Extracted data START

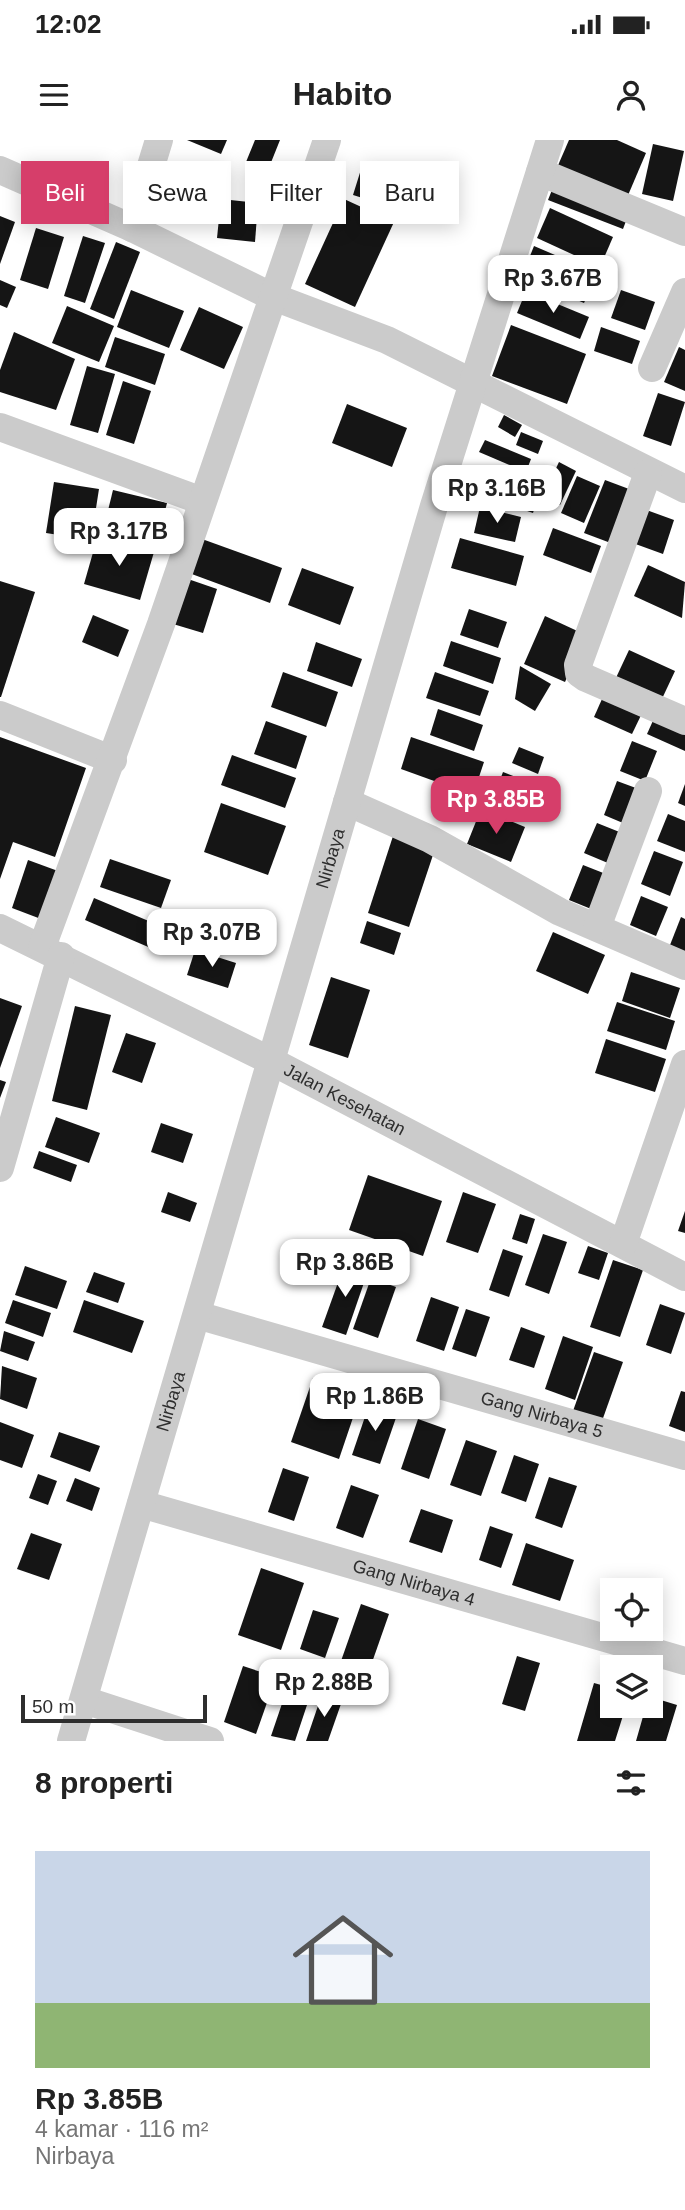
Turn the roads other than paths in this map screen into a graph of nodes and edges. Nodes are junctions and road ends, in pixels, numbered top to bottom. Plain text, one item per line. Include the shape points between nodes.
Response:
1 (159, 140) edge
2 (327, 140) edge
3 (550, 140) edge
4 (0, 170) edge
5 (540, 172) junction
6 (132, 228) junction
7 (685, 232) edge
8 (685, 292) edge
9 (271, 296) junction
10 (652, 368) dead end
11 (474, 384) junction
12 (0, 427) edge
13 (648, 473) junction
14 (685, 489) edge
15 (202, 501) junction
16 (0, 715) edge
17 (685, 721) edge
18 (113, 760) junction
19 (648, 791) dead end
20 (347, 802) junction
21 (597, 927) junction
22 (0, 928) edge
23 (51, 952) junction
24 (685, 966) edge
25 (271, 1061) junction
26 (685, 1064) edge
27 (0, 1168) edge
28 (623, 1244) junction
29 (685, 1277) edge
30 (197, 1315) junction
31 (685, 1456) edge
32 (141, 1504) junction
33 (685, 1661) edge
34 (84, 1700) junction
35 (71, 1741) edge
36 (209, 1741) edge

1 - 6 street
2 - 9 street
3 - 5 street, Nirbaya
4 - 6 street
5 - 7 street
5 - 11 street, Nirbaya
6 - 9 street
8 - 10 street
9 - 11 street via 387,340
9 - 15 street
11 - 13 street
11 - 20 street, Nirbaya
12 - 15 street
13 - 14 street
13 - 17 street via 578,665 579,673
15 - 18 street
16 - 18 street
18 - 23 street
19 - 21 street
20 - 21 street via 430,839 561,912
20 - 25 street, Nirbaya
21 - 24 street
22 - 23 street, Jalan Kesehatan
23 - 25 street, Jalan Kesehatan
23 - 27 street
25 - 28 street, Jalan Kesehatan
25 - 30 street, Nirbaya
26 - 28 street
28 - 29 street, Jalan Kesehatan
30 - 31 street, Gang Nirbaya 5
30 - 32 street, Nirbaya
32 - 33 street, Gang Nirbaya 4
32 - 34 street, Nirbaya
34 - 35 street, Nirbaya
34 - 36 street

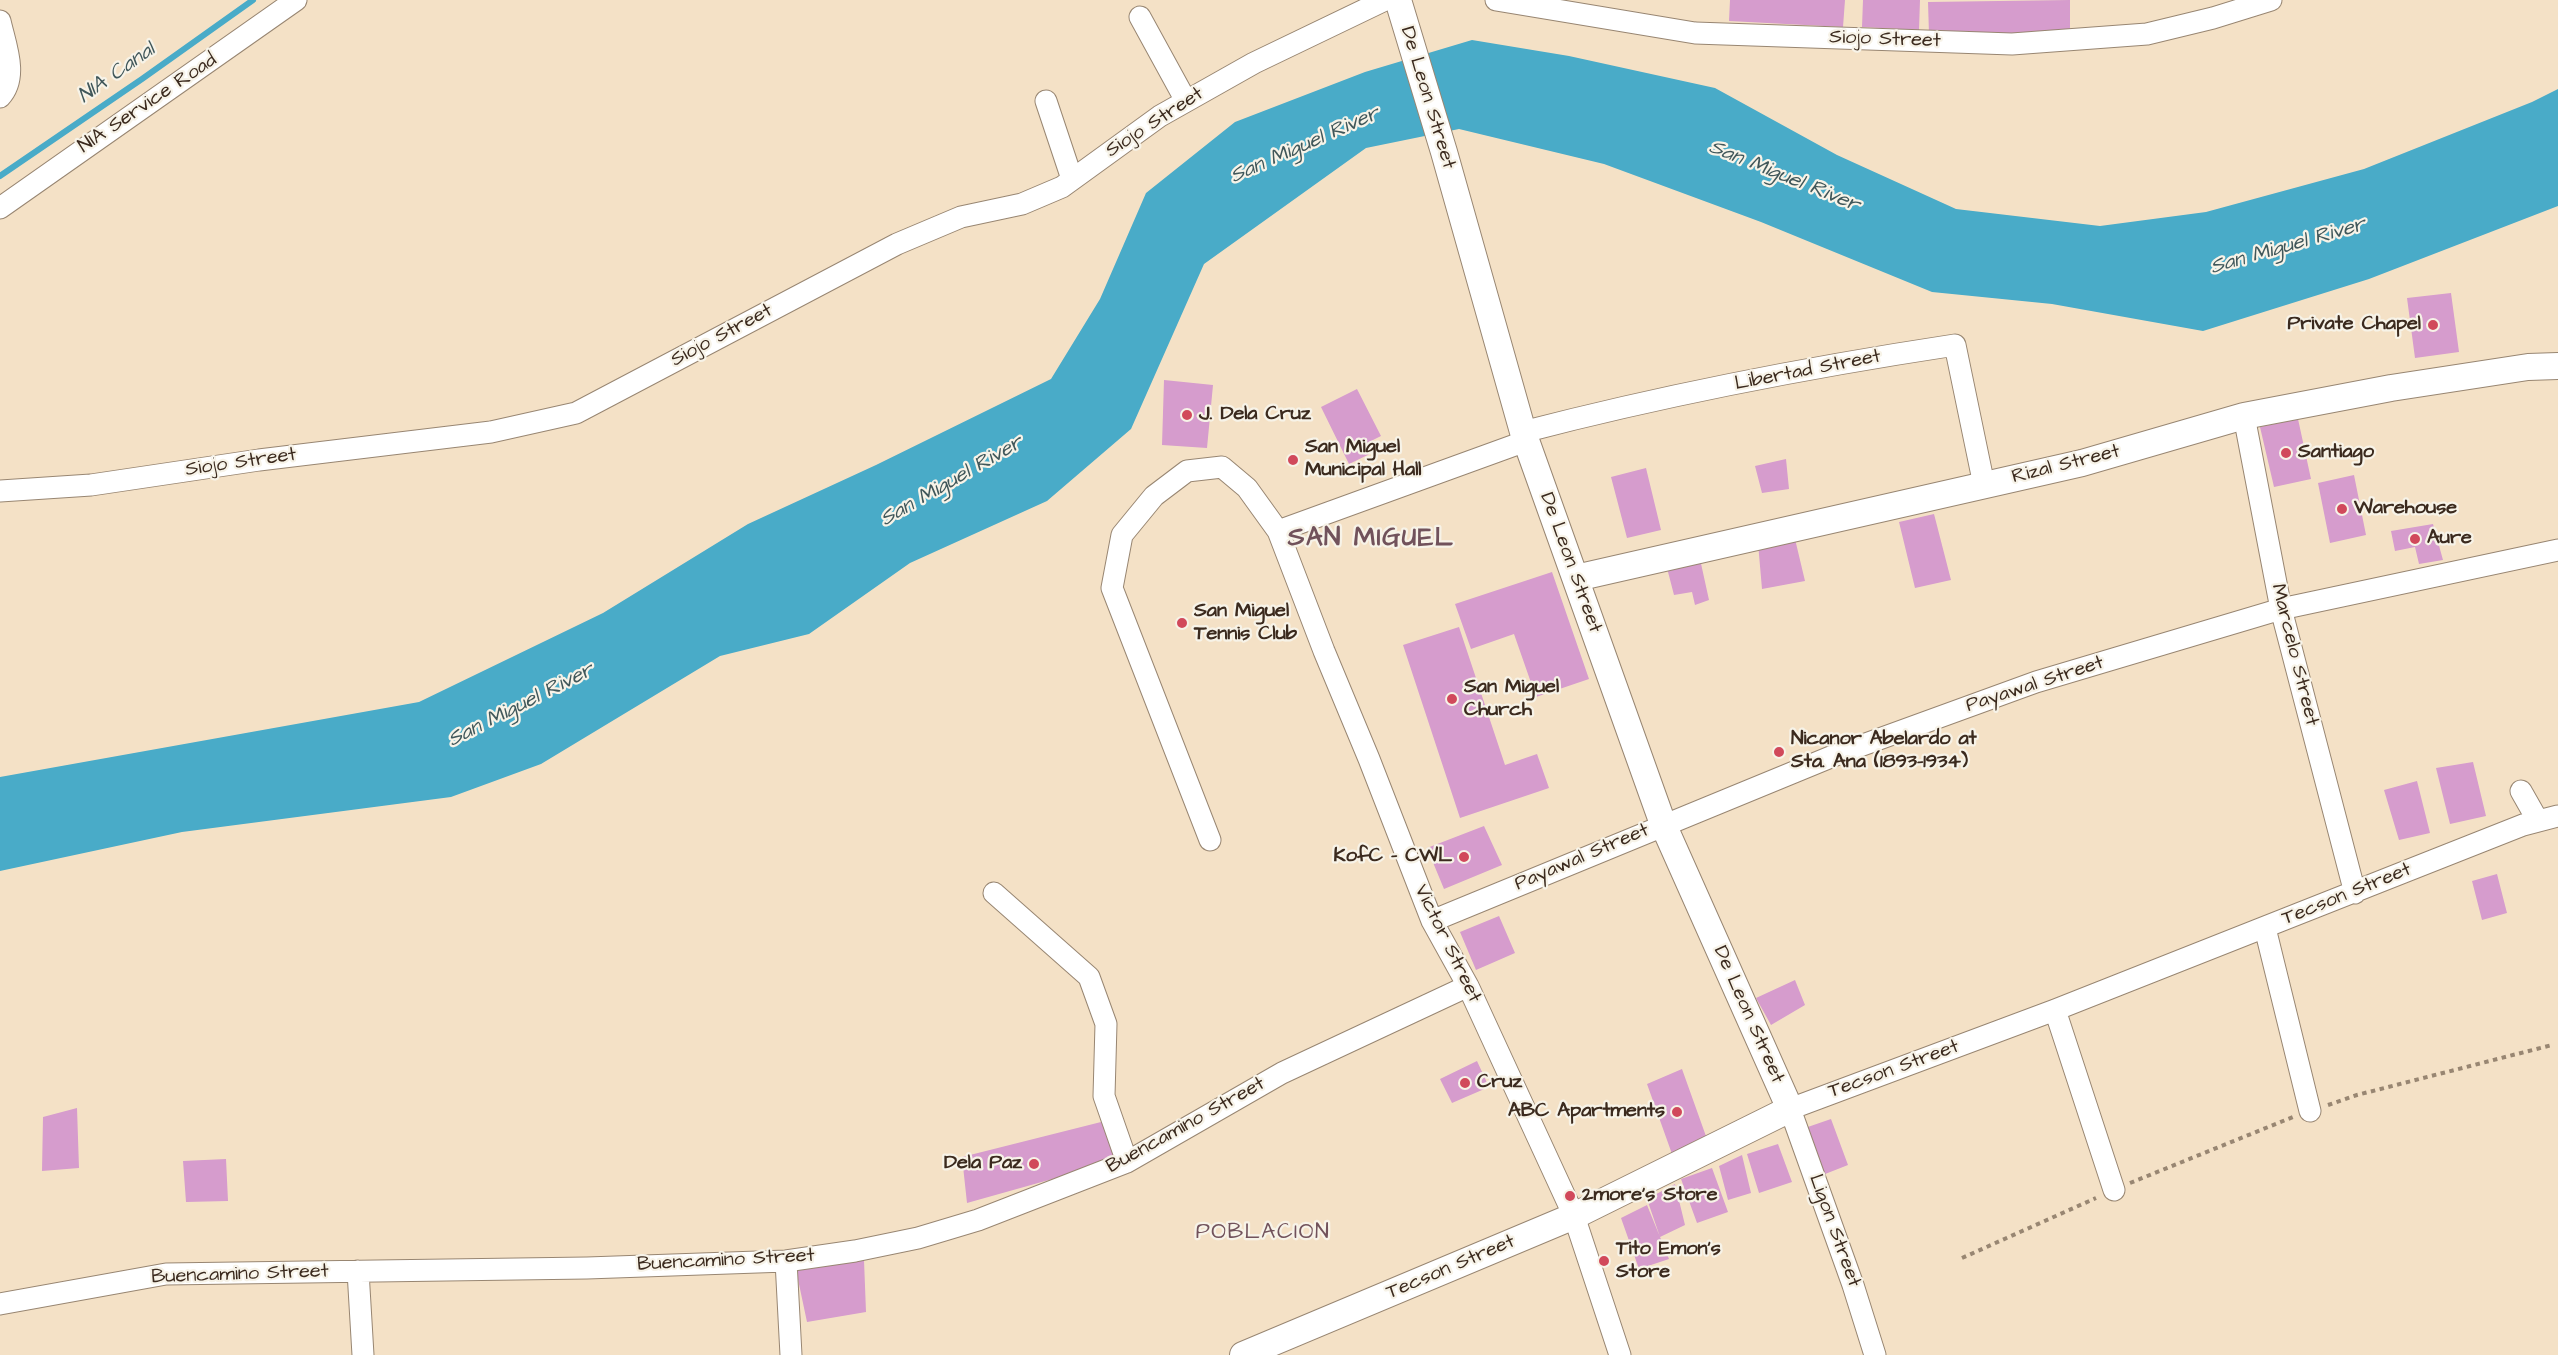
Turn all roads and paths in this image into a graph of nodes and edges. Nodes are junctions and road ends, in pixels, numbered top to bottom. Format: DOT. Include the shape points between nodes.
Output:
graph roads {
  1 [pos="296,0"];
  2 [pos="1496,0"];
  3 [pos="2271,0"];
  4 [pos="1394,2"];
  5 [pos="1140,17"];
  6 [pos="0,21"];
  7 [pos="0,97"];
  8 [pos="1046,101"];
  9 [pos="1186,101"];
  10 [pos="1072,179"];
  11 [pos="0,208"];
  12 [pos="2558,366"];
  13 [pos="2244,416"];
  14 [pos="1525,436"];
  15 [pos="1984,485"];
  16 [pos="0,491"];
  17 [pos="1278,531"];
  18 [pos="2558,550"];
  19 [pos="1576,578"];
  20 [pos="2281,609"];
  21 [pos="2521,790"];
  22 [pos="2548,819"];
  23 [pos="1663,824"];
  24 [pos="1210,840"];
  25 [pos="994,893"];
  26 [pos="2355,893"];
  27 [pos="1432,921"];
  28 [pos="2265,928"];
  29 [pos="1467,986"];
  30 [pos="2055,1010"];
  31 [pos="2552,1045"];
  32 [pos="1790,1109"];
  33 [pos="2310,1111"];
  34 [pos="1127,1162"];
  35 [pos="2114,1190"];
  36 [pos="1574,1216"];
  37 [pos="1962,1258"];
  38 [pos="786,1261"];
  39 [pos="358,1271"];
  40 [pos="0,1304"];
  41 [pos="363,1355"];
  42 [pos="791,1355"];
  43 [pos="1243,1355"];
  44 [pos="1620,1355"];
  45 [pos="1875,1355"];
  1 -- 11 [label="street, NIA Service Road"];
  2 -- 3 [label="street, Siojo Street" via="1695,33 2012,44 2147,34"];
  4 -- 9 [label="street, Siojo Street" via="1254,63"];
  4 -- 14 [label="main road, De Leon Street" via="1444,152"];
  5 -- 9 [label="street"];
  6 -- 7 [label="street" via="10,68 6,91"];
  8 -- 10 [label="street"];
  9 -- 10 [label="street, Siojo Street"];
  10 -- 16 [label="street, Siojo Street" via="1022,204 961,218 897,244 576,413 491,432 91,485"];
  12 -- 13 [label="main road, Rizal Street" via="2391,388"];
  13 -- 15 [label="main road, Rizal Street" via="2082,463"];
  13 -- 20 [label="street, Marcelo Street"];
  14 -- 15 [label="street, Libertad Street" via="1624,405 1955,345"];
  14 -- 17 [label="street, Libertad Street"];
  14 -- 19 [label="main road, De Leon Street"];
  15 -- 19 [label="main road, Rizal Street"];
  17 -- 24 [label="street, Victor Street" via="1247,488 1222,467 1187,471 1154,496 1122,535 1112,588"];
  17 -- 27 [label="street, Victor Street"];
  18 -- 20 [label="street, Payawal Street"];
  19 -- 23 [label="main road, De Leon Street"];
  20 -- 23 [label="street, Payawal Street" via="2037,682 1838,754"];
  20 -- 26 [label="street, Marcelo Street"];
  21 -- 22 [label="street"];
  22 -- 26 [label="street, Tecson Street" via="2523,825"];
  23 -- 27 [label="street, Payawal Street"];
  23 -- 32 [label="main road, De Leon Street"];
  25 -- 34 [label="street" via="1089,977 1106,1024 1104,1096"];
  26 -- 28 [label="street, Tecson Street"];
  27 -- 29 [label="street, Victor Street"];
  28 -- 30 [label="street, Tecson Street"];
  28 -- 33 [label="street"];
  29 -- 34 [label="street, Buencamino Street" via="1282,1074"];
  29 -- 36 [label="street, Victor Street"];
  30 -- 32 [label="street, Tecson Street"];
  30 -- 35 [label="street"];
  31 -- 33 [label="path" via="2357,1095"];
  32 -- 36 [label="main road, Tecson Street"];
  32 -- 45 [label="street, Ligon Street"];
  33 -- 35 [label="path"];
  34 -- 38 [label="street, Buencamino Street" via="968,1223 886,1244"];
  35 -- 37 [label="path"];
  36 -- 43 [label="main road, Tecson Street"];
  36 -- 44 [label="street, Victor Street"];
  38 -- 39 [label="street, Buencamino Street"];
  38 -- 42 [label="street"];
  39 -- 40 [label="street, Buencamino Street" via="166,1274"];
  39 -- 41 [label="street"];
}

Extracted data END

▶ [What you have to do] Your reply must match the data above line for line, except that it holds no pictures.

▶ [Reply to the exercise]
Turn the roads other than paths in this map screen into a graph of nodes and edges. Nodes are junctions and road ends, in pixels, numbered top to bottom. Plain text, one item per line. Include the shape points between nodes.
Response:
1 (159, 140) edge
2 (327, 140) edge
3 (550, 140) edge
4 (0, 170) edge
5 (540, 172) junction
6 (132, 228) junction
7 (685, 232) edge
8 (685, 292) edge
9 (271, 296) junction
10 (652, 368) dead end
11 (474, 384) junction
12 (0, 427) edge
13 (648, 473) junction
14 (685, 489) edge
15 (202, 501) junction
16 (0, 715) edge
17 (685, 721) edge
18 (113, 760) junction
19 (648, 791) dead end
20 (347, 802) junction
21 (597, 927) junction
22 (0, 928) edge
23 (51, 952) junction
24 (685, 966) edge
25 (271, 1061) junction
26 (685, 1064) edge
27 (0, 1168) edge
28 (623, 1244) junction
29 (685, 1277) edge
30 (197, 1315) junction
31 (685, 1456) edge
32 (141, 1504) junction
33 (685, 1661) edge
34 (84, 1700) junction
35 (71, 1741) edge
36 (209, 1741) edge

1 - 6 street
2 - 9 street
3 - 5 street, Nirbaya
4 - 6 street
5 - 7 street
5 - 11 street, Nirbaya
6 - 9 street
8 - 10 street
9 - 11 street via 387,340
9 - 15 street
11 - 13 street
11 - 20 street, Nirbaya
12 - 15 street
13 - 14 street
13 - 17 street via 578,665 579,673
15 - 18 street
16 - 18 street
18 - 23 street
19 - 21 street
20 - 21 street via 430,839 561,912
20 - 25 street, Nirbaya
21 - 24 street
22 - 23 street, Jalan Kesehatan
23 - 25 street, Jalan Kesehatan
23 - 27 street
25 - 28 street, Jalan Kesehatan
25 - 30 street, Nirbaya
26 - 28 street
28 - 29 street, Jalan Kesehatan
30 - 31 street, Gang Nirbaya 5
30 - 32 street, Nirbaya
32 - 33 street, Gang Nirbaya 4
32 - 34 street, Nirbaya
34 - 35 street, Nirbaya
34 - 36 street

Turn all roads and paths in this image into a graph of nodes and edges. Nodes are junctions and road ends, in pixels, numbered top to bottom. Format: DOT. Include the shape points between nodes.
Output:
graph roads {
  1 [pos="296,0"];
  2 [pos="1496,0"];
  3 [pos="2271,0"];
  4 [pos="1394,2"];
  5 [pos="1140,17"];
  6 [pos="0,21"];
  7 [pos="0,97"];
  8 [pos="1046,101"];
  9 [pos="1186,101"];
  10 [pos="1072,179"];
  11 [pos="0,208"];
  12 [pos="2558,366"];
  13 [pos="2244,416"];
  14 [pos="1525,436"];
  15 [pos="1984,485"];
  16 [pos="0,491"];
  17 [pos="1278,531"];
  18 [pos="2558,550"];
  19 [pos="1576,578"];
  20 [pos="2281,609"];
  21 [pos="2521,790"];
  22 [pos="2548,819"];
  23 [pos="1663,824"];
  24 [pos="1210,840"];
  25 [pos="994,893"];
  26 [pos="2355,893"];
  27 [pos="1432,921"];
  28 [pos="2265,928"];
  29 [pos="1467,986"];
  30 [pos="2055,1010"];
  31 [pos="2552,1045"];
  32 [pos="1790,1109"];
  33 [pos="2310,1111"];
  34 [pos="1127,1162"];
  35 [pos="2114,1190"];
  36 [pos="1574,1216"];
  37 [pos="1962,1258"];
  38 [pos="786,1261"];
  39 [pos="358,1271"];
  40 [pos="0,1304"];
  41 [pos="363,1355"];
  42 [pos="791,1355"];
  43 [pos="1243,1355"];
  44 [pos="1620,1355"];
  45 [pos="1875,1355"];
  1 -- 11 [label="street, NIA Service Road"];
  2 -- 3 [label="street, Siojo Street" via="1695,33 2012,44 2147,34"];
  4 -- 9 [label="street, Siojo Street" via="1254,63"];
  4 -- 14 [label="main road, De Leon Street" via="1444,152"];
  5 -- 9 [label="street"];
  6 -- 7 [label="street" via="10,68 6,91"];
  8 -- 10 [label="street"];
  9 -- 10 [label="street, Siojo Street"];
  10 -- 16 [label="street, Siojo Street" via="1022,204 961,218 897,244 576,413 491,432 91,485"];
  12 -- 13 [label="main road, Rizal Street" via="2391,388"];
  13 -- 15 [label="main road, Rizal Street" via="2082,463"];
  13 -- 20 [label="street, Marcelo Street"];
  14 -- 15 [label="street, Libertad Street" via="1624,405 1955,345"];
  14 -- 17 [label="street, Libertad Street"];
  14 -- 19 [label="main road, De Leon Street"];
  15 -- 19 [label="main road, Rizal Street"];
  17 -- 24 [label="street, Victor Street" via="1247,488 1222,467 1187,471 1154,496 1122,535 1112,588"];
  17 -- 27 [label="street, Victor Street"];
  18 -- 20 [label="street, Payawal Street"];
  19 -- 23 [label="main road, De Leon Street"];
  20 -- 23 [label="street, Payawal Street" via="2037,682 1838,754"];
  20 -- 26 [label="street, Marcelo Street"];
  21 -- 22 [label="street"];
  22 -- 26 [label="street, Tecson Street" via="2523,825"];
  23 -- 27 [label="street, Payawal Street"];
  23 -- 32 [label="main road, De Leon Street"];
  25 -- 34 [label="street" via="1089,977 1106,1024 1104,1096"];
  26 -- 28 [label="street, Tecson Street"];
  27 -- 29 [label="street, Victor Street"];
  28 -- 30 [label="street, Tecson Street"];
  28 -- 33 [label="street"];
  29 -- 34 [label="street, Buencamino Street" via="1282,1074"];
  29 -- 36 [label="street, Victor Street"];
  30 -- 32 [label="street, Tecson Street"];
  30 -- 35 [label="street"];
  31 -- 33 [label="path" via="2357,1095"];
  32 -- 36 [label="main road, Tecson Street"];
  32 -- 45 [label="street, Ligon Street"];
  33 -- 35 [label="path"];
  34 -- 38 [label="street, Buencamino Street" via="968,1223 886,1244"];
  35 -- 37 [label="path"];
  36 -- 43 [label="main road, Tecson Street"];
  36 -- 44 [label="street, Victor Street"];
  38 -- 39 [label="street, Buencamino Street"];
  38 -- 42 [label="street"];
  39 -- 40 [label="street, Buencamino Street" via="166,1274"];
  39 -- 41 [label="street"];
}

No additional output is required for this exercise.